학술논문
Plasmodium falciparum Associated with Severe Childhood Malaria Preferentially Expresses PfEMP1 Encoded by Group A var Genes
Document Type
Article
Author
Jensen, Anja T.R.; Magistrado, Pamela; Sharp, Sarah; Joergensen, Louise; Lavstsen, Thomas; Chiucchiuini, Antonella; Salanti, Ali; Vestergaard, Lasse S.; Lusingu, John P.; Hermsen, Rob; Sauerwein, Robert; Christensen, Jesper; Nielsen, Morten A.; Hviid, Lars; Sutherland, Colin; Staalsoe, Trine; Theander, Thor G.
Source
The Journal of Experimental Medicine; May 2004, Vol. 199 Issue: 9 p1179-1190, 12p
Subject
Language
ISSN
00221007; 15409538
Abstract
Parasite-encoded variant surface antigens (VSAs) like the var gene–encoded Plasmodium falciparum erythrocyte membrane protein 1 (PfEMP1) family are responsible for antigenic variation and infected red blood cell (RBC) cytoadhesion in P. falciparum malaria.
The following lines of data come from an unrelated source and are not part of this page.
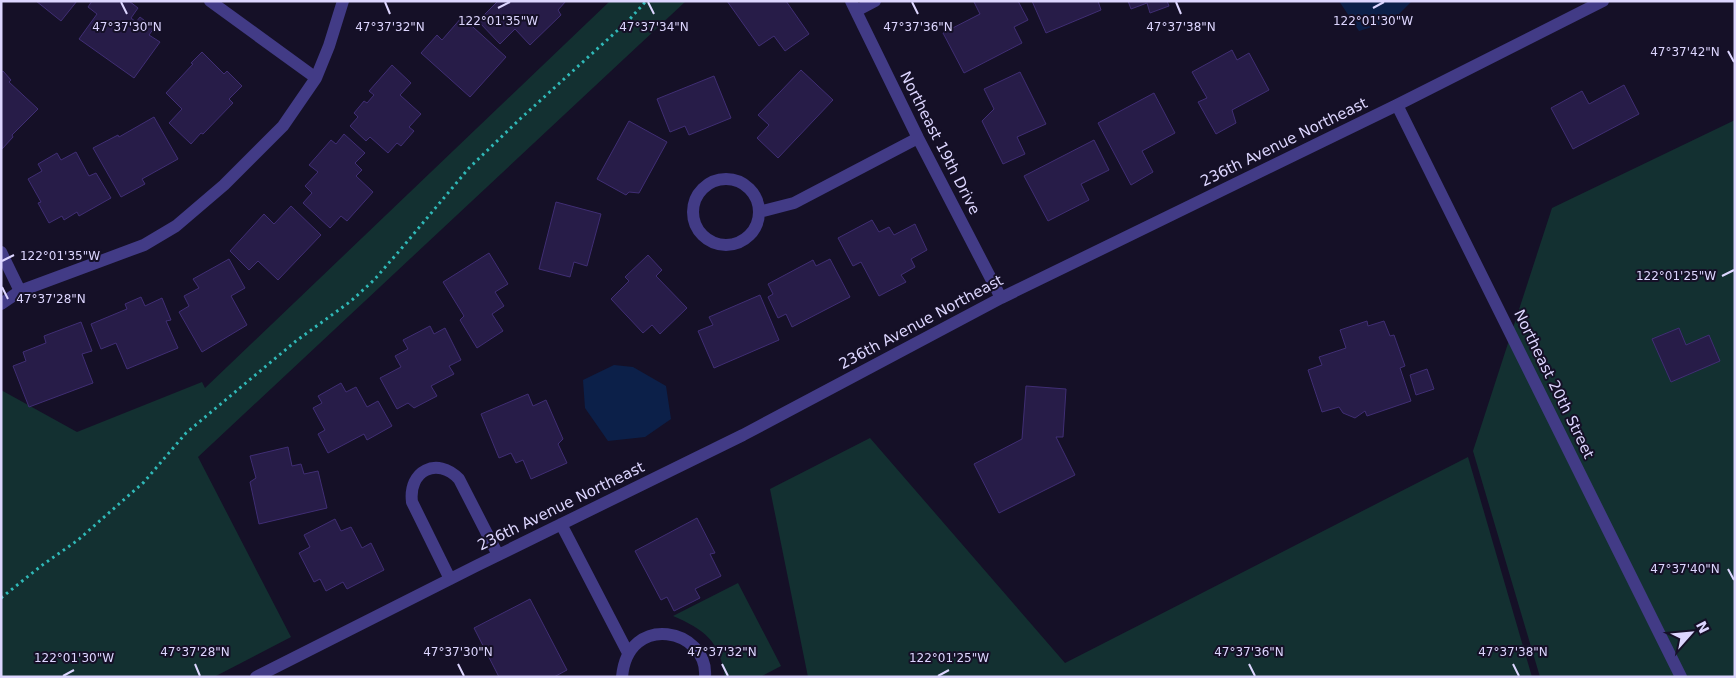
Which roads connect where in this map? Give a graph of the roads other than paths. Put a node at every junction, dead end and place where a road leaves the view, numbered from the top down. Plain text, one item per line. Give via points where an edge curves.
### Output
1 (210, 1) edge
2 (343, 1) edge
3 (875, 1) edge
4 (1603, 1) edge
5 (853, 6) edge
6 (316, 78) junction
7 (1397, 105) junction
8 (918, 138) junction
9 (759, 212) junction
10 (1, 252) edge
11 (20, 291) junction
12 (1001, 298) junction
13 (1, 304) edge
14 (561, 524) junction
15 (498, 555) junction
16 (450, 579) junction
17 (628, 653) junction
18 (256, 677) edge
19 (622, 677) edge
20 (705, 677) edge
21 (1681, 677) edge

1 - 6 street
2 - 6 street
3 - 5 street
4 - 7 street, 236th Avenue Northeast
5 - 8 street, Northeast 19th Drive
6 - 11 street via 283,126 224,185 176,226 144,245
7 - 12 street, 236th Avenue Northeast
7 - 21 street, Northeast 20th Street
8 - 9 street via 794,203
8 - 12 street, Northeast 19th Drive
9 - 9 street via 751,190 732,180 720,180 700,191 693,213 701,234 721,245 732,245 752,233
10 - 11 street
11 - 13 street
12 - 14 street, 236th Avenue Northeast via 743,435
14 - 15 street, 236th Avenue Northeast
14 - 17 street
15 - 16 street, 236th Avenue Northeast
15 - 16 street via 459,479 444,468 426,470 413,483 412,502
16 - 18 street, 236th Avenue Northeast
17 - 19 street
17 - 20 street via 648,636 674,635 696,649

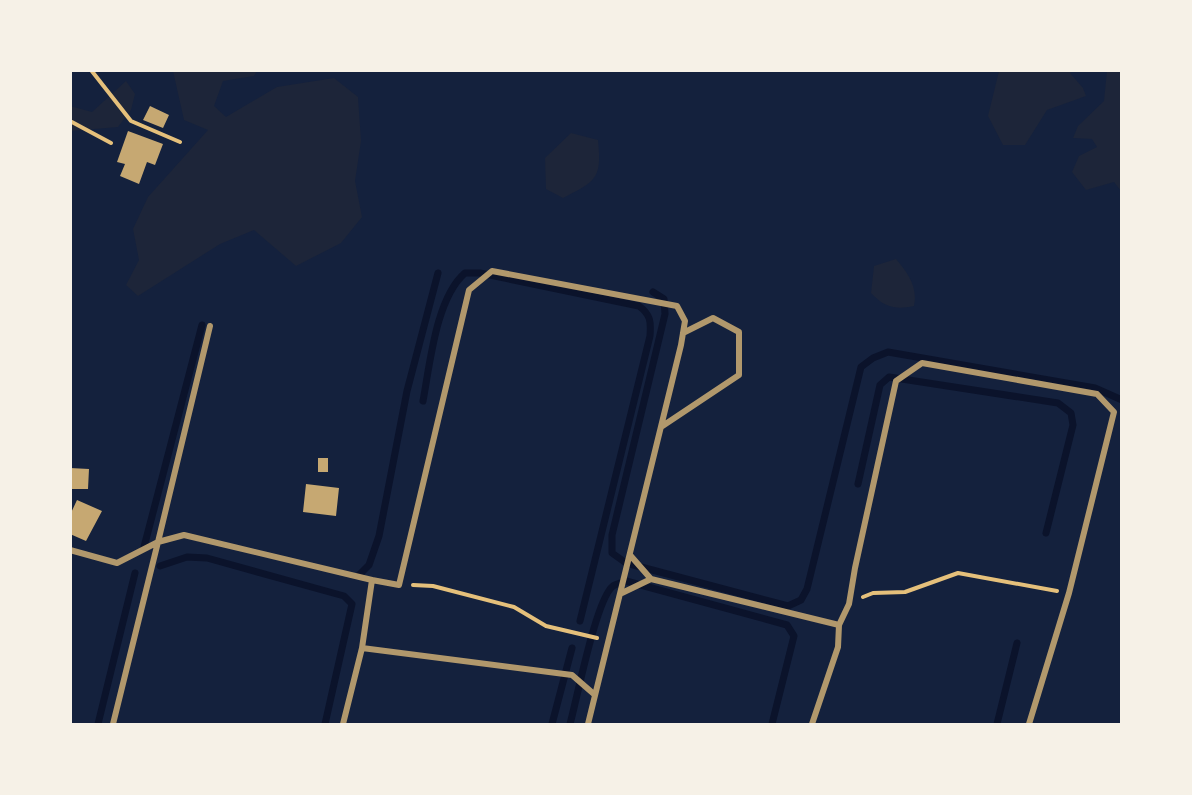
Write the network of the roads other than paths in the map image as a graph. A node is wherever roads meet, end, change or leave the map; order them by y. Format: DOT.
graph roads {
  1 [pos="210,326"];
  2 [pos="683,333"];
  3 [pos="661,427"];
  4 [pos="158,542"];
  5 [pos="70,550"];
  6 [pos="630,555"];
  7 [pos="651,579"];
  8 [pos="372,580"];
  9 [pos="622,593"];
  10 [pos="839,625"];
  11 [pos="362,648"];
  12 [pos="596,695"];
  13 [pos="113,724"];
  14 [pos="343,724"];
  15 [pos="588,724"];
  16 [pos="812,724"];
  17 [pos="1029,724"];
  1 -- 4 [label="street"];
  2 -- 3 [label="street"];
  2 -- 3 [label="street"];
  2 -- 8 [label="street"];
  3 -- 6 [label="street"];
  4 -- 5 [label="street"];
  4 -- 8 [label="street"];
  4 -- 13 [label="street"];
  6 -- 7 [label="street"];
  6 -- 9 [label="street"];
  7 -- 9 [label="street"];
  7 -- 10 [label="street"];
  8 -- 11 [label="street"];
  9 -- 12 [label="street"];
  10 -- 16 [label="street"];
  10 -- 17 [label="street"];
  11 -- 12 [label="street"];
  11 -- 14 [label="street"];
  12 -- 15 [label="street"];
}
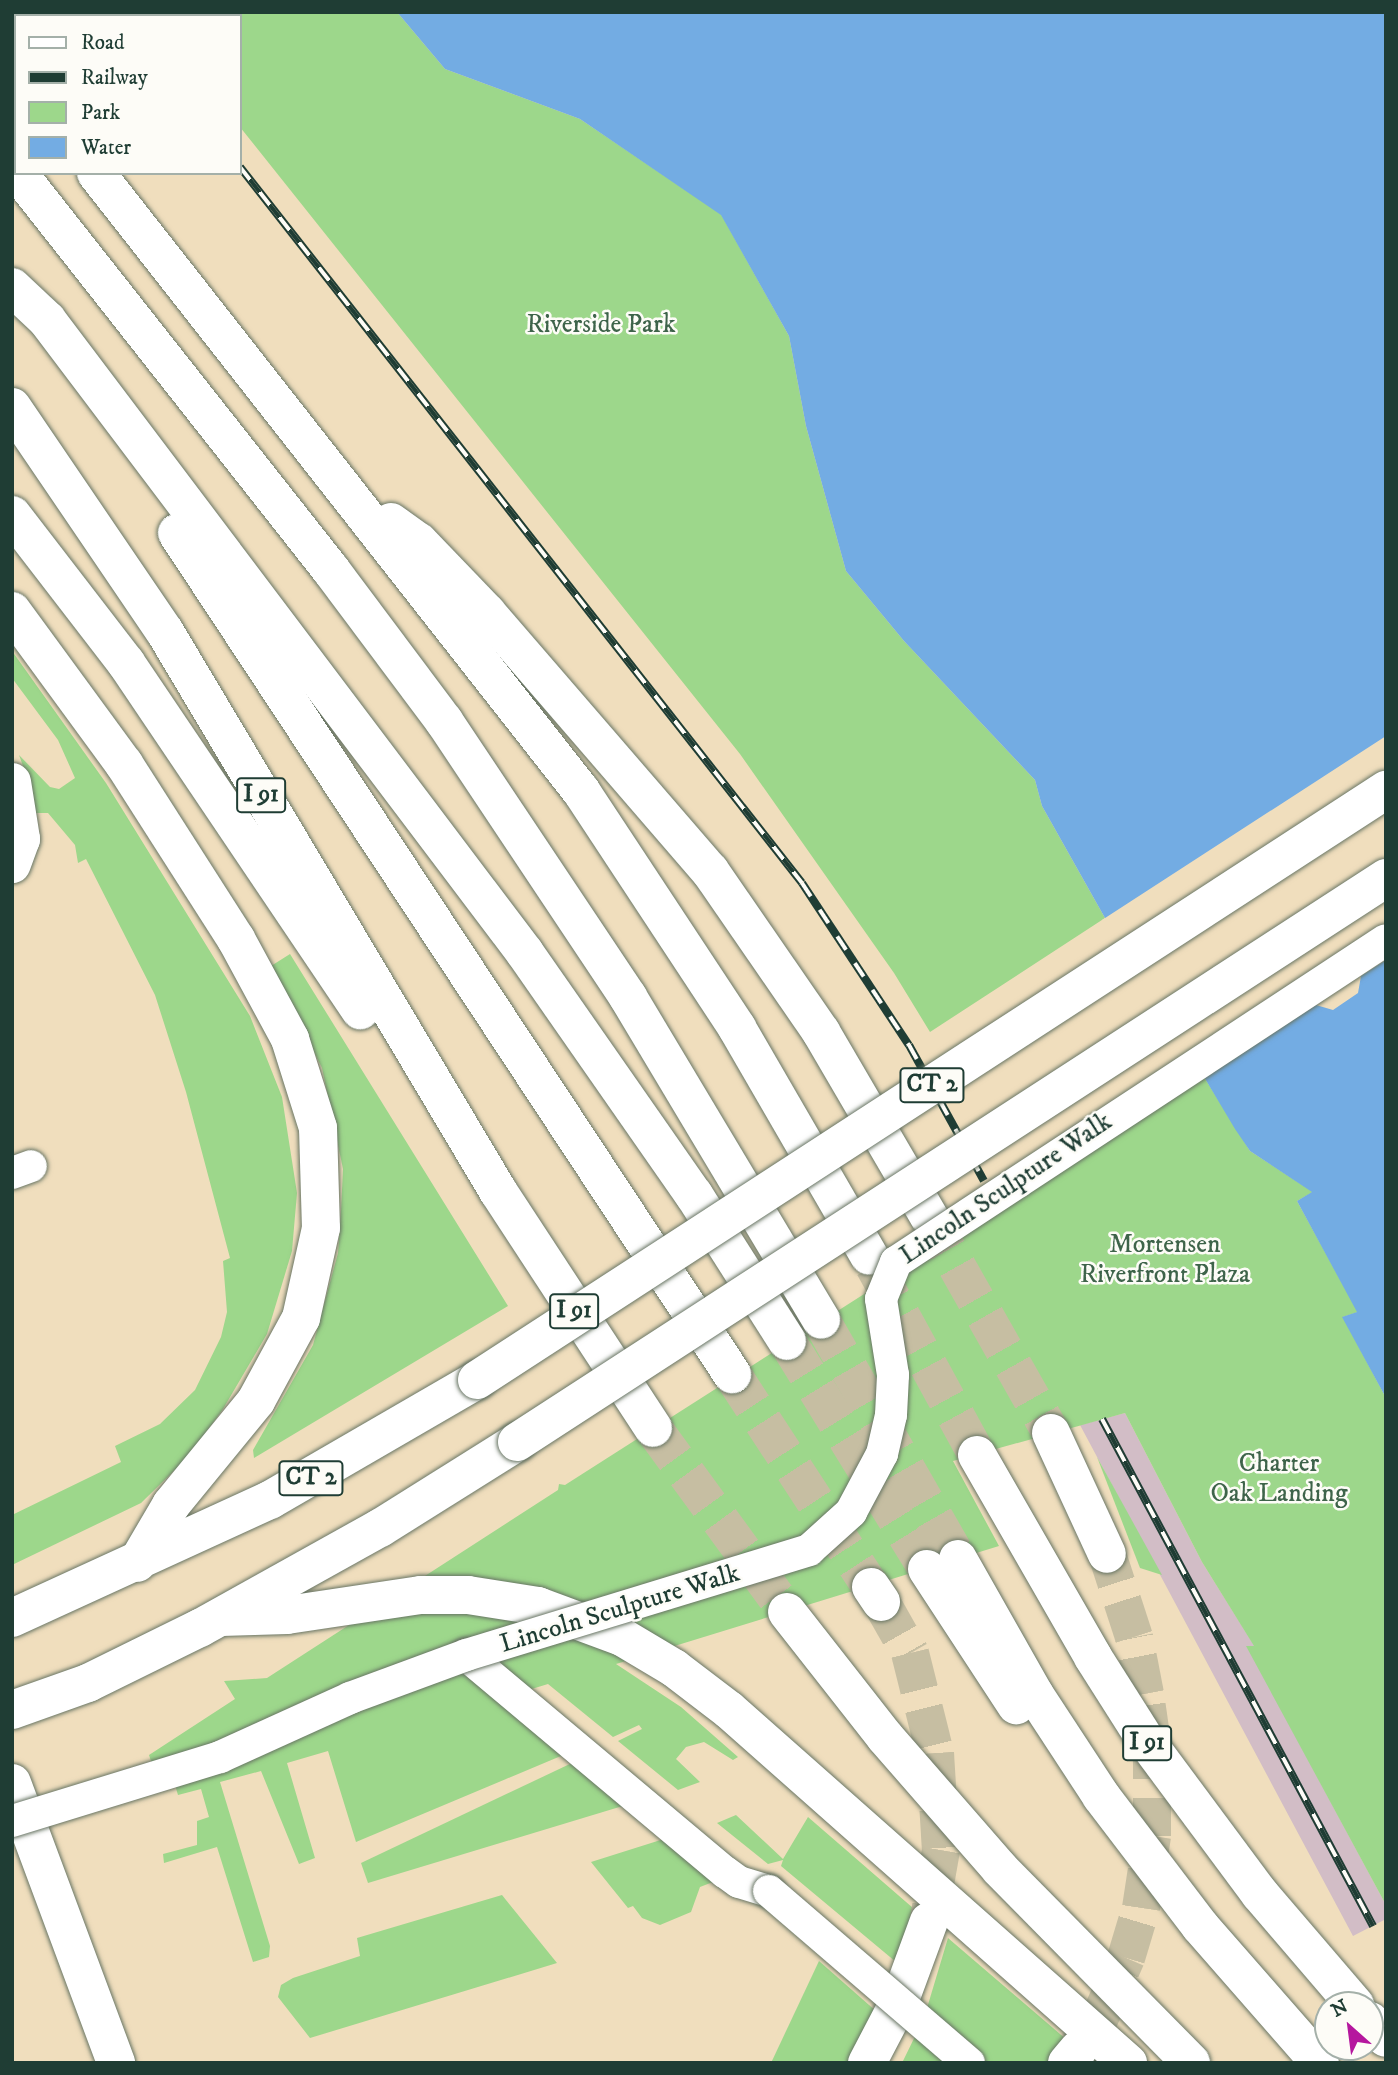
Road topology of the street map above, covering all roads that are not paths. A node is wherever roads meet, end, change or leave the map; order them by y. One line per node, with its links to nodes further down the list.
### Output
1 (19, 175): 17 (main road)
2 (98, 175): 6 (main road)
3 (12, 287): 18 (main road)
4 (12, 300): 19 (main road)
5 (12, 407): 14 (main road, I 91)
6 (356, 502): 15 (main road); 16 (main road)
7 (12, 515): 14 (main road)
8 (12, 611): 24 (main road)
9 (12, 782): 11 (main road)
10 (1386, 790): 24 (main road, CT 2, bridge)
11 (14, 864)
12 (1386, 878): 27 (main road, CT 2, bridge)
13 (1386, 940): 29 (street, Lincoln Sculpture Walk, bridge)
14 (498, 1191): 20 (main road, I 91)
15 (929, 1217)
16 (869, 1256)
17 (821, 1320)
18 (788, 1341)
19 (732, 1374)
20 (653, 1428)
21 (1051, 1433): 23 (main road)
22 (977, 1455): 34 (main road, I 91)
23 (1107, 1554)
24 (137, 1563): 28 (main road, CT 2)
25 (942, 1564): 40 (main road)
26 (787, 1612): 39 (main road)
27 (221, 1617): 30 (main road, CT 2); 38 (main road)
28 (12, 1618)
29 (466, 1655): 32 (street, bridge); 37 (street, Lincoln Sculpture Walk, bridge)
30 (12, 1710)
31 (12, 1783): 35 (main road)
32 (12, 1821)
33 (929, 1921): 36 (main road)
34 (1343, 1991)
35 (116, 2063)
36 (867, 2063)
37 (969, 2063)
38 (1128, 2063)
39 (1191, 2063)
40 (1320, 2063)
Parasites causing severe malaria in nonimmune patients tend to express a restricted subset of VSA (VSASM) that differs from VSA associated with uncomplicated malaria and asymptomatic infection (VSAUM). We compared var gene transcription in unselected P. falciparum clone 3D7 expressing VSAUM to in vitro–selected sublines expressing VSASM to identify PfEMP1 responsible for the VSASM phenotype. Expression of VSASM was accompanied by up-regulation of Group A var genes. The most prominently up-regulated Group A gene (PFD1235w/MAL7P1.1) was translated into a protein expressed on the infected RBC surface. The proteins encoded by Group A var genes, such as PFD1235w/MAL7P1.1, appear to be involved in the pathogenesis of severe disease and are thus attractive candidates for a vaccine against life-threatening P. falciparum malaria.